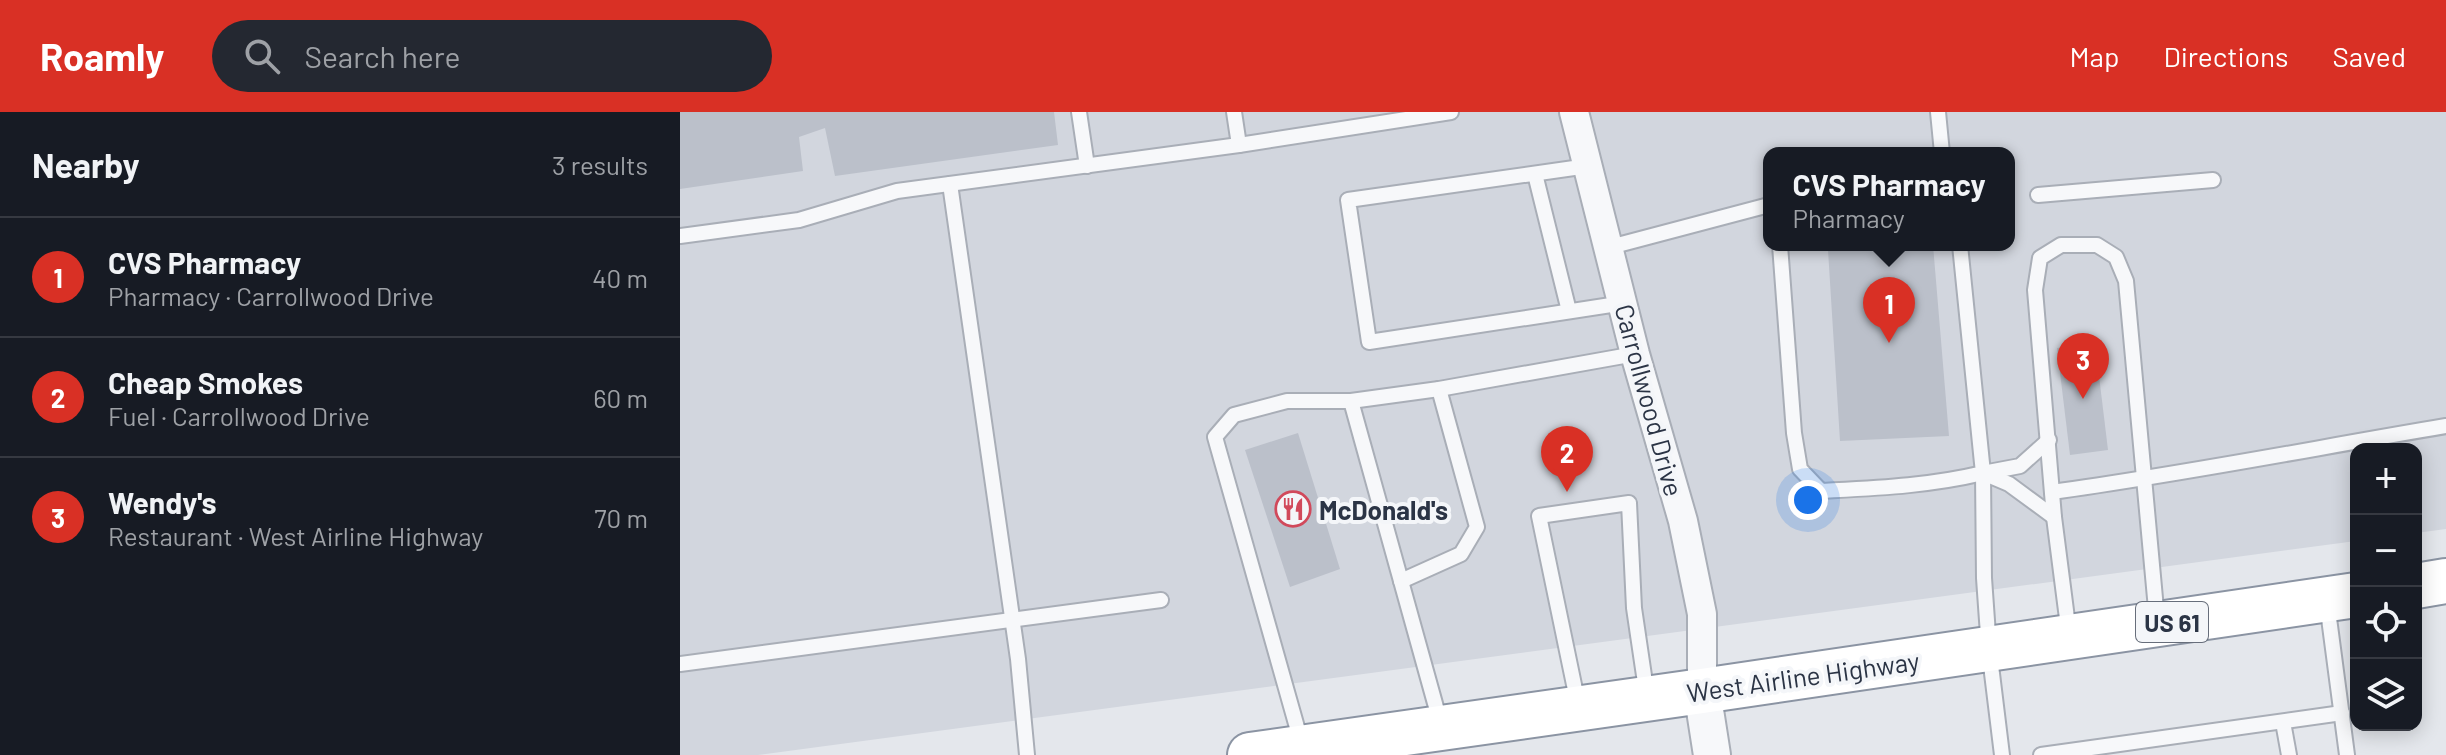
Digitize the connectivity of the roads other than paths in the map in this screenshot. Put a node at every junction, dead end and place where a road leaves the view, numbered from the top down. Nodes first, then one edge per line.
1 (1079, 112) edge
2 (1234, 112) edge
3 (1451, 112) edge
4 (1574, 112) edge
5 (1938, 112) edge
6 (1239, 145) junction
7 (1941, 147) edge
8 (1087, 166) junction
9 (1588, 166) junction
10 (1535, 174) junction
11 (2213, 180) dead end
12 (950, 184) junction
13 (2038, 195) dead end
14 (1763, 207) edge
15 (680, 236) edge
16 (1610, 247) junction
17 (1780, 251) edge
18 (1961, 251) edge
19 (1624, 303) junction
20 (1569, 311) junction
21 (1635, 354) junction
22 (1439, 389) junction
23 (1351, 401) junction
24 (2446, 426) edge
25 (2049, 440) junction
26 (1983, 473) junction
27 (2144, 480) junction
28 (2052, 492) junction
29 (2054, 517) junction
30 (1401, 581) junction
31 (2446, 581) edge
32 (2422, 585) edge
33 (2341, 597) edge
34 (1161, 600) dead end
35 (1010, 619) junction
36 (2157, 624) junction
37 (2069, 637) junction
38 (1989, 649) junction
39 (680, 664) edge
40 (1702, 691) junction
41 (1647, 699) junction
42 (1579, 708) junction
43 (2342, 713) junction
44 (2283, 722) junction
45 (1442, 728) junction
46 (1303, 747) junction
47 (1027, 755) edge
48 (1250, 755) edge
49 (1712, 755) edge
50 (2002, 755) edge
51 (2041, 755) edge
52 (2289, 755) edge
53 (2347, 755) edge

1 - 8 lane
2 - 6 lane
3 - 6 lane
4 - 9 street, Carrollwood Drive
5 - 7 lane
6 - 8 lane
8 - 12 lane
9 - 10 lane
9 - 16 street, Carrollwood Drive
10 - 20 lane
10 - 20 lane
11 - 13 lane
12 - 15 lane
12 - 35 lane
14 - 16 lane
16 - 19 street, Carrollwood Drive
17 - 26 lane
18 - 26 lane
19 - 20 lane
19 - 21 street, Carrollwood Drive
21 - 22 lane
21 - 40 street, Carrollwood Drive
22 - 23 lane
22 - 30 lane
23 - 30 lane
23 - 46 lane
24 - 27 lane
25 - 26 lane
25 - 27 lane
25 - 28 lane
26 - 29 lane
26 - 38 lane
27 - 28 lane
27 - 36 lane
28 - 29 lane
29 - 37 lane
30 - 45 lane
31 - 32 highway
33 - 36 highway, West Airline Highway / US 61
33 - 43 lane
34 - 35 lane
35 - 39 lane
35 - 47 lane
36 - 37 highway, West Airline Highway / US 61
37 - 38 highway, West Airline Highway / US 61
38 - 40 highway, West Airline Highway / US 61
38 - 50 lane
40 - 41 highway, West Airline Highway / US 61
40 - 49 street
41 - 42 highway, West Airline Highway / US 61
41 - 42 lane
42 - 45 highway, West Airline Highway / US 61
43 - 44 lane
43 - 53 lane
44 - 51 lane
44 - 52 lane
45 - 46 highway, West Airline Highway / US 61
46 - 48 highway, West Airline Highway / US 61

◇ ◇ ◇ ◇

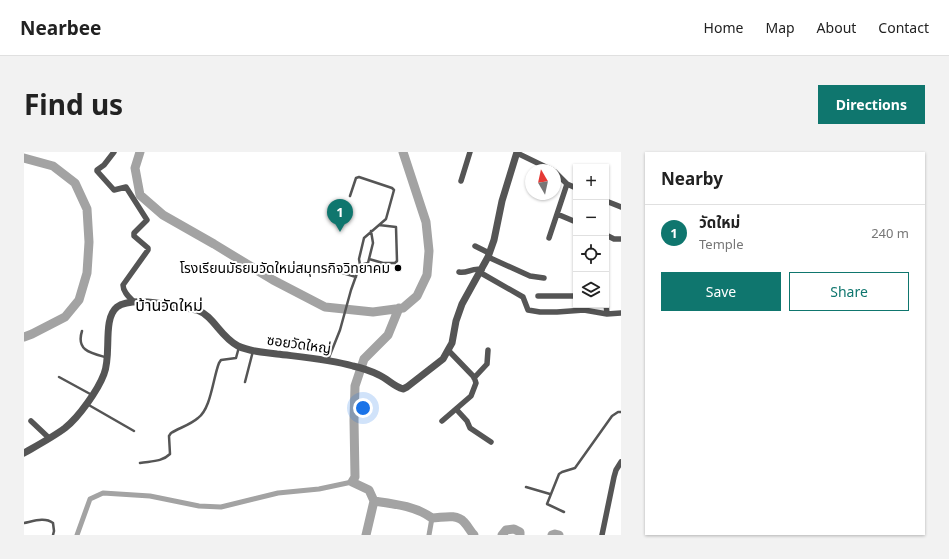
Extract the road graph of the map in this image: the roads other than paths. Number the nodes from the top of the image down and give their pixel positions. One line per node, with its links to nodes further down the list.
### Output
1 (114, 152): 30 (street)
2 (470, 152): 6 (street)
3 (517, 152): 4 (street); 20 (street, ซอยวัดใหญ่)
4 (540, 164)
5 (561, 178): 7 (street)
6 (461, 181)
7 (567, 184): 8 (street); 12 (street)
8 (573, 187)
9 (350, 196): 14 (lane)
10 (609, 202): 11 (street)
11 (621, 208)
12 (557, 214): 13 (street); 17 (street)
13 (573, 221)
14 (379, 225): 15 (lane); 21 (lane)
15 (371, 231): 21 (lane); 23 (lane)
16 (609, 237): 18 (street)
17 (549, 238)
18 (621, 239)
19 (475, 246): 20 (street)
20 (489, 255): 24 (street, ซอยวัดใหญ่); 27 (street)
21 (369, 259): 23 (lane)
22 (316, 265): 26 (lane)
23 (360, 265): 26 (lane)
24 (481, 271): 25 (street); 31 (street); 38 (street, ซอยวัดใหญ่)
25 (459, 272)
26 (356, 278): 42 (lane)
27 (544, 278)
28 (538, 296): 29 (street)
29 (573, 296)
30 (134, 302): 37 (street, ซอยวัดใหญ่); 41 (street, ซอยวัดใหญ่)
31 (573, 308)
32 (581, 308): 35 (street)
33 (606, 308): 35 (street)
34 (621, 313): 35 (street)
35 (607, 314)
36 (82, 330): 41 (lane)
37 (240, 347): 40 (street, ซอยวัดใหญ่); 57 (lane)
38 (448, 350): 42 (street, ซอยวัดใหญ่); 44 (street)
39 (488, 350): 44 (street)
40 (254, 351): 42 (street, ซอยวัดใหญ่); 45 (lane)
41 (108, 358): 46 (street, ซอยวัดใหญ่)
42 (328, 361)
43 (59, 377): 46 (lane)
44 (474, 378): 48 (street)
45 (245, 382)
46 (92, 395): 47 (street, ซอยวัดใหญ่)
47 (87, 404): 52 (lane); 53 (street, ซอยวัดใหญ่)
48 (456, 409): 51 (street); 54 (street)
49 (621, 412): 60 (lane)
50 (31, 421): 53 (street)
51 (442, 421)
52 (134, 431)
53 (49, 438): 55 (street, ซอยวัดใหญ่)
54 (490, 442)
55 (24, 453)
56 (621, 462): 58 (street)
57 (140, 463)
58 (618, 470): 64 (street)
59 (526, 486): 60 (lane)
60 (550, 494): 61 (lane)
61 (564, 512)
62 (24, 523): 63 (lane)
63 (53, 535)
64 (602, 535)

◇ ◇ ◇ ◇

» The problem
When a line of the material holds "Drive", count it once, and then give the final number alone.

» Result of this exercise
5